9:35 Paul arrives home with Yarik, a bicyclist he’s met at the park and invited over. Yarik, originally from Poland, is riding his bike south to Argentina, after departing Geneva 5 months ago and sailing the Atlantic to get started.

11:30 We get off the bus in Iluman and start noticing the steady flow of people up and down the road, carrying small, lidded pots by the handle. The day warms and the sun starts to come out. According to our host, on Good Friday nearly every family cooks fanesca, a thick soup with 13 ingredients, not counting the garnishes, “Then we share.”

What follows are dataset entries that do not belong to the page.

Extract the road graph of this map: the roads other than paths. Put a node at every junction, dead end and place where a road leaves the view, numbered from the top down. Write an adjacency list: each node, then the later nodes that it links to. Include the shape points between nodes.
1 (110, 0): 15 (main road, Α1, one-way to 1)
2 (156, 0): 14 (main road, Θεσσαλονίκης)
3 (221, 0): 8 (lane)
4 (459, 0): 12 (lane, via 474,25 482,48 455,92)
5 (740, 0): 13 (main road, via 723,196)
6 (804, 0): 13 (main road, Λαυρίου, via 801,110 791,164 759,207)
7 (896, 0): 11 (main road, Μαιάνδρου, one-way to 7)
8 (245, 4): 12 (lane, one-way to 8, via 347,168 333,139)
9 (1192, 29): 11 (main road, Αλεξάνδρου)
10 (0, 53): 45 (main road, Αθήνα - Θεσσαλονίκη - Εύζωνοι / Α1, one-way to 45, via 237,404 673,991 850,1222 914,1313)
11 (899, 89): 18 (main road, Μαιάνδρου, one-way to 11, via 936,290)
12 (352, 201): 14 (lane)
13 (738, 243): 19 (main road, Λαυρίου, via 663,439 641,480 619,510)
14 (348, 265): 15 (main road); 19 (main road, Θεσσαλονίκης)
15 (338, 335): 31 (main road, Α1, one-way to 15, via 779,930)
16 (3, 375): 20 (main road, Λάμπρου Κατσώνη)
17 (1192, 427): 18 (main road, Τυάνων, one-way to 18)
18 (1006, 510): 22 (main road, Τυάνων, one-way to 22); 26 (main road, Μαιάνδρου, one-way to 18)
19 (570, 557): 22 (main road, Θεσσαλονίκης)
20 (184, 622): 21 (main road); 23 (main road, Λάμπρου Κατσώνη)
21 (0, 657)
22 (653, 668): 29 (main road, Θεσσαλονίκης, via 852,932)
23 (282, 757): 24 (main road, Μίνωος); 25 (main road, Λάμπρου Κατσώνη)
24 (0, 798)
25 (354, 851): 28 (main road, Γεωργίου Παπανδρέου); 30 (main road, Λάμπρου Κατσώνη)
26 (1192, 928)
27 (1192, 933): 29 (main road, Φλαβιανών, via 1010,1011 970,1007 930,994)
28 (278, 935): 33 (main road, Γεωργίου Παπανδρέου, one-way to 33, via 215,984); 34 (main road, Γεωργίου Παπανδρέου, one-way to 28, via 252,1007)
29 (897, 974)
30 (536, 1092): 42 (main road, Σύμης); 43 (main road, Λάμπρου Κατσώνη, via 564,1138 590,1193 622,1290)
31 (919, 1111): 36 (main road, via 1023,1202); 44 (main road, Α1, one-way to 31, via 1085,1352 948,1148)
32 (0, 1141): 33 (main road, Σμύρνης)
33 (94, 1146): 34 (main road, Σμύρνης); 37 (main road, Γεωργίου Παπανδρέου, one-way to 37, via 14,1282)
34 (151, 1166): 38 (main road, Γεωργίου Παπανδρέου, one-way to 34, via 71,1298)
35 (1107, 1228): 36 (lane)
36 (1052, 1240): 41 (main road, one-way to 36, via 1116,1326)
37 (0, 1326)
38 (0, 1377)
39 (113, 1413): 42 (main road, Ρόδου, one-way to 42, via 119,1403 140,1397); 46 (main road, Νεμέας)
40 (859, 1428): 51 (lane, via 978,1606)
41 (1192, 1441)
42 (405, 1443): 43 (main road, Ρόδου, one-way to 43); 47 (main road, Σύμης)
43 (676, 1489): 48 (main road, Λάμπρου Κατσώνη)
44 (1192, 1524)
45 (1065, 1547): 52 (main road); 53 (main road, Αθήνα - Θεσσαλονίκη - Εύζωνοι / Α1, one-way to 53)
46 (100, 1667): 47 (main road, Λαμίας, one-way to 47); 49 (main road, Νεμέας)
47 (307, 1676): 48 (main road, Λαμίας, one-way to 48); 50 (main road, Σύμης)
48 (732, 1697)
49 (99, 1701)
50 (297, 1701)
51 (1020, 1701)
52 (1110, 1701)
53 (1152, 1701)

2:00 Oops, realize on the way down the hill that I’ve left my change bag with keys at their house. Kids and Paul head into town for Spanish class. The bag found, mama Maria and I visit while daughter Gladys runs down the street to see if our soccer game has, indeed, been changed to 2pm. I got a “no importa” to my concern that blue jeans and leather boots wasn’t what I’d planned to wear for the game. The afternoon has the feel of a mild Thanksgiving afternoon, no one with anything to do but enjoy the day and each other.
Fanesca has turned out to be one of the tastiest food items in Ecuador. Our hostess was up at 3am to stew squash, beans, favas, lentils, corn, chochos… and then on top goes tomato, onions, cheese, egg, parsley, and salted fish. Unfortunately for us foodies, it’s a once-a-year event, although Maria did tell me that the “whities” (mestizos) in Otavalo cook fanesca on the Thursday of holy week. That explains our invitation yesterday where we ate our first fanesca with the family of one of Althea’s teachers. Turns out having a diversity of friends can truly double your fun, or at least your diet.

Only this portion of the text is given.